Chat Completion¶
The Xians platform provides a simple chat completion capability through the SemanticRouterHub.ChatCompletionAsync static method. This functionality allows you to send a direct prompt to an LLM and receive a response with optional system instructions, without the complexity of chat history or function calling.
Overview¶
The ChatCompletionAsync method leverages Microsoft's SemanticKernel framework to provide straightforward LLM interactions. It supports optional system instructions to guide the AI's behavior, but unlike the full routing capabilities, it doesn't include chat history or function calling support, focusing on simple prompt-to-response interactions.
Usage¶
var response = await SemanticRouterHub.ChatCompletionAsync(prompt, systemInstruction, routerOptions);
Parameters¶
- prompt (string): The direct prompt to send to the LLM
- systemInstruction (string, optional): System instruction to guide the AI's behavior. Defaults to empty string
- routerOptions (RouterOptions, optional): Configuration options for the completion
Configuration Options¶
The RouterOptions class allows you to configure the LLM behavior:
var routerOptions = new RouterOptions
{
ProviderName = "openai", // or "azureopenai"
ModelName = "gpt-4",
ApiKey = "your-api-key",
Temperature = 0.3, // Controls randomness (default: 0.3)
MaxTokens = 1000, // Maximum response length (default: 10000)
HTTPTimeoutSeconds = 300, // HTTP timeout (default: 5 minutes)
HistorySizeToFetch = 10, // History size to fetch (default: 10)
WelcomeMessage = "Hello!", // Welcome message for empty prompts
// Token limiting features (prevents context_length_exceeded errors)
TokenLimit = 80000, // Trigger reduction at 80k tokens (default: 80000)
TargetTokenCount = 50000, // Reduce to 50k tokens (default: 50000)

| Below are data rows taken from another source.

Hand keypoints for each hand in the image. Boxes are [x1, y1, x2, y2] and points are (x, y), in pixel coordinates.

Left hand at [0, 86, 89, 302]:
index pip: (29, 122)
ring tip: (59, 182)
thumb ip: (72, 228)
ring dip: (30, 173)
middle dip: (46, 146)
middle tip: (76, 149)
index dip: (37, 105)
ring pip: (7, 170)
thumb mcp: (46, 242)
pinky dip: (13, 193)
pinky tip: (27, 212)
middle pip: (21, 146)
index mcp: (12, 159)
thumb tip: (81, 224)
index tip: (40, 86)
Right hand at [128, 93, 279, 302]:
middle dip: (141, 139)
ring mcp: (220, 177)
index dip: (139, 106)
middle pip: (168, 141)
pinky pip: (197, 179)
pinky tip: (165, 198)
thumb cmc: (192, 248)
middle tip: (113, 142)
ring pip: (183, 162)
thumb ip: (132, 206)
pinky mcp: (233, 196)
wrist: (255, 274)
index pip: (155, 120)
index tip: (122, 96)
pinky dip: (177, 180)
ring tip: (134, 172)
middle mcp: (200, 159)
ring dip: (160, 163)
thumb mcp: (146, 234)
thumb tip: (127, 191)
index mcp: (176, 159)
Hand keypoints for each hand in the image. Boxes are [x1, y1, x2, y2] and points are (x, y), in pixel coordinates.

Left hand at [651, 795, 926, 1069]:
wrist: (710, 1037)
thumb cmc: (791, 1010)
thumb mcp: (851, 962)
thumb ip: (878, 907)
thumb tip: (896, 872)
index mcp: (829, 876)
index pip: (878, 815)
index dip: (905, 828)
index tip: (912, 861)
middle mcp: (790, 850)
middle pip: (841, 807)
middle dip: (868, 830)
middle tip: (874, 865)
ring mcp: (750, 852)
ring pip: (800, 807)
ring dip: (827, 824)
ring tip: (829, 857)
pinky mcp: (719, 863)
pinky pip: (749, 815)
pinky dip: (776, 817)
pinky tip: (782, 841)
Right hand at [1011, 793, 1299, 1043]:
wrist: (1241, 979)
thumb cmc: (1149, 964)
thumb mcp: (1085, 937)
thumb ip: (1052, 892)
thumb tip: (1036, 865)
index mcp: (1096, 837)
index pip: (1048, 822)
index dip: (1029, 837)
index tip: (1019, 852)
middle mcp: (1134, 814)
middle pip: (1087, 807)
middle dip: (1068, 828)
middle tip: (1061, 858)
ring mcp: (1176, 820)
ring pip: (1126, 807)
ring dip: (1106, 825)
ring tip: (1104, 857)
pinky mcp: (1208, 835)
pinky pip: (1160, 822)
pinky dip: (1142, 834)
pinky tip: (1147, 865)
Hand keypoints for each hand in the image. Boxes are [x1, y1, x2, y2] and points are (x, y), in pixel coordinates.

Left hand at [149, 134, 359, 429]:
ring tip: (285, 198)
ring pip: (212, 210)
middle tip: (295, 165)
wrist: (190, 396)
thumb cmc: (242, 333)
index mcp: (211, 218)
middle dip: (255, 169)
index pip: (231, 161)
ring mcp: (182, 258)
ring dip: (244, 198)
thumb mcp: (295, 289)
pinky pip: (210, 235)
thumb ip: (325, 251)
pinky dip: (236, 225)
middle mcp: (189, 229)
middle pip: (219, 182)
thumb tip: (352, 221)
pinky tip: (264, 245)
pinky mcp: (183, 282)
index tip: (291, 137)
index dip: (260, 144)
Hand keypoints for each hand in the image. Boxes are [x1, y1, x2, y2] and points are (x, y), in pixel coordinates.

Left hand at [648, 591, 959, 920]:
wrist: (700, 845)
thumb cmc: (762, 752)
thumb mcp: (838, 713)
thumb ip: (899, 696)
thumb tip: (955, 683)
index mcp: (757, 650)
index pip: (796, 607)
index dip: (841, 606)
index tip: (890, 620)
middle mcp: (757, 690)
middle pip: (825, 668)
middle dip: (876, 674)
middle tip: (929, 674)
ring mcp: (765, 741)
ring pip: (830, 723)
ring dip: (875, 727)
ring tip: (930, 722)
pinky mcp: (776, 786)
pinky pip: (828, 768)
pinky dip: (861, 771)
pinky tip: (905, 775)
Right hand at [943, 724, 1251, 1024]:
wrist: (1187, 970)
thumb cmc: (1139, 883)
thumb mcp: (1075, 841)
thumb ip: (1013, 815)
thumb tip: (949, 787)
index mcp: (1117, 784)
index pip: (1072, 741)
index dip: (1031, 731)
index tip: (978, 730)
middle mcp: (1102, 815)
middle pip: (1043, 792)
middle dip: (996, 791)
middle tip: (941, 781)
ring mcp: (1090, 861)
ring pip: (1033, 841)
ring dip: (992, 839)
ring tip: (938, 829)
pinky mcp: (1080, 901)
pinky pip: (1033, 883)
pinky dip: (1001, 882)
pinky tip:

MaxTokensPerFunctionResult = 10000 // Limit large function results (default: 10000)
};
Available Options¶
| Property | Description | Default |
|---|---|---|
ProviderName | LLM provider ("openai", "azureopenai") | From environment/settings |
ModelName | Model to use (e.g., "gpt-4", "gpt-3.5-turbo") | From environment/settings |
DeploymentName | Azure OpenAI deployment name | From environment/settings |
Endpoint | Custom endpoint URL | From environment/settings |
ApiKey | API key for the provider | From environment/settings |
Temperature | Randomness control (0.0-1.0) | 0.3 |
MaxTokens | Maximum tokens in response | 10000 |
HTTPTimeoutSeconds | HTTP timeout in seconds | 300 (5 minutes) |
HistorySizeToFetch | Number of history messages to fetch | 10 |
WelcomeMessage | Message sent for null/empty prompts | null |
TokenLimit | Max tokens before history reduction | 80000 |
TargetTokenCount | Target tokens after reduction | 50000 |
MaxTokensPerFunctionResult | Max tokens per function result | 10000 |
Example Usage¶
Here's a practical example from a chat interceptor that analyzes assistant messages:
// Basic usage
string prompt = @"Analyze the following assistant message and determine if it contains
a direct request for contract information: " + userMessage;
var analysis = await SemanticRouterHub.ChatCompletionAsync(prompt);
// With system instruction
string systemInstruction = "You are a helpful assistant that analyzes messages accurately.";
var detailedAnalysis = await SemanticRouterHub.ChatCompletionAsync(prompt, systemInstruction);
// With full options
var routerOptions = new RouterOptions { Temperature = 0.1, MaxTokens = 500 };
var preciseAnalysis = await SemanticRouterHub.ChatCompletionAsync(prompt, systemInstruction, routerOptions);
Key Characteristics¶
- Optional System Instructions: Supports system instructions to guide AI behavior (defaults to empty string, but underlying implementation uses "You are a helpful assistant. Perform the user's request accurately and concisely." when null/empty)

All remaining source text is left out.